So opens possibly the craziest narrative you may have read
to date, Andrew Smith’s “Grasshopper Jungle” (Dutton Books, $18.99, ages 16-18.)
There truly is no better way to discuss this book than to get out of the
character’s way and unleash his voice. Smith brings together the styles of
Francesca Lia Block, Lewis Nordan and what can only be his own twisted soul in
this story of science, evil geniuses, man-eating bugs and eternal libidinousness.
Austin Szerba is the tenth-grade historian of Ealing, Iowa. Austin
records his life, the lives of his neighbors and town in tall stacks of
journals. His best friend Robby Brees is a funny, handsome gay classmate. And
that is part of the story that Austin fills his journal up with: if Austin
loves Robby and is attracted to him, does that mean he is gay? Even
though Shann, his girlfriend since seventh grade, drives him to extremes of
lustful fantasy at every second?
Working in an antique shop called From Attic to Seller
makes sense for a budding historian. One night, he and Robby decide to
investigate the back room. It is not a good idea. A baby with two heads waves
vaguely in a globe. Glow-in-the dark pulsating goo lights the dark. Most
horrifically, in a large glass case, labeled “McKeon Industries
1969-Unstoppable Soldier-Strand 4-VG-12” float grasshoppers “as big as
middle-school kids.” At the same time Robby and Austin stand slack-jawed and
horrified in front of these things, a group of neighborhood bullies break in to
steal things in the store. They smash one of the globes in the parking lot. And
that is REALLY not a good idea.
Repeating phrases like “It was not a good idea,” “real
dynamo,” “And that was our day. You know what I mean,” become a
lexicon of double-entendre in this hilarious, lewd, beautifully written book.
The narrative voice is so authentically a 16-year old boy’s that obsessions
with sex, swearing, excrement and body parts in one’s nether regions feel natural.
Like so many great books, it is studded with sentences that need to be said out
loud over and over, if you can say them with a straight face. A dark, dark
humor lights this book up like the gelatinous goo in a dark room. Consider this
passage:
“Robby and I were the gods of concrete rivers, and
history does prove to us that wherever boys ride bicycles, paved roadways
ribbon along afterward like intestinal tapeworms. So the mall went up--built
like a row of happy lower teeth--grinned for a while, and then about a year ago
some of the shops there began shutting down, blackening out like cavities when
people left our town for other, better places.”

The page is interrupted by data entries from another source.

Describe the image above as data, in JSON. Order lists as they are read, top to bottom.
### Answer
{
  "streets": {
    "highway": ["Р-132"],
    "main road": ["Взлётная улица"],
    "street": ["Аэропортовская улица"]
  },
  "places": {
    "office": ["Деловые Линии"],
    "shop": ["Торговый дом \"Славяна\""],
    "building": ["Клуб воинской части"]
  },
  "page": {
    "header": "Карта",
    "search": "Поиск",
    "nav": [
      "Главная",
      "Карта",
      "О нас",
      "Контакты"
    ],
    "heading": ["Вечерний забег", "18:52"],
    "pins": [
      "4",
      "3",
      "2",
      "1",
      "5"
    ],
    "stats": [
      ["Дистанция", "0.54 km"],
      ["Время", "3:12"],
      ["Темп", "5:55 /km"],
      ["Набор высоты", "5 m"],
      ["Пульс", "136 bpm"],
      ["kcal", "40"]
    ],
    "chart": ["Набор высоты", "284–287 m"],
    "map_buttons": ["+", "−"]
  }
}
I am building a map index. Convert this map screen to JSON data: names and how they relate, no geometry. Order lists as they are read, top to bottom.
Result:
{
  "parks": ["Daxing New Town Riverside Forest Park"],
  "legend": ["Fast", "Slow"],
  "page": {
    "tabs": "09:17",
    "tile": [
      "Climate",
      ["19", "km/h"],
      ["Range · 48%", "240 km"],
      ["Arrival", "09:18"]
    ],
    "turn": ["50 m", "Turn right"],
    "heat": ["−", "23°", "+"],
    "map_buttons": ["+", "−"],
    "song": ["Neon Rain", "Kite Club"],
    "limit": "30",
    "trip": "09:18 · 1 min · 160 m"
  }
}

Passages like this build a world we might recognize, or if
not, that we understand. Smith writes with a poetry that celebrates and
clarifies how a teenager might see a crumbling town filled with crumbling
people.
But routine crumbling has not yet begun. When the smashed
globe unleashes Unstoppable Soldiers—that is, bullet-proof six-foot tall
grasshoppers, voraciously hungry and profoundly ready to reproduce—they begin
noshing on townspeople. That’s when Robby, Shann and Austin find Eden, a
generously appointed time capsule from the 1960’s. Created by the evil genius
responsible for the mysteries of the back room of Attic to Cellar, it is meant
to house New Humans after an apocalypse.
What an interesting situation for a teenage historian! What
a complexity of past, present and future! Austin’s mind is a stew of Polish
history, his family’s lineage, his dog Ingrid, his lust and love for both his
best friend and his girlfriend, cigarettes, prehistoric paintings, Saint
Kazimierz, and his mother’s tranquilizers. As chaos grips Ealing, Iowa, Robby,
Shann and Austin must build their own history, their own definitions of
themselves, and a future previously unimagined. Austin ends his narrative
having learned a profound truth about the nature of historians and history
itself.
For brave-hearted souls undisturbed by mature themes, this
book is highly recommended.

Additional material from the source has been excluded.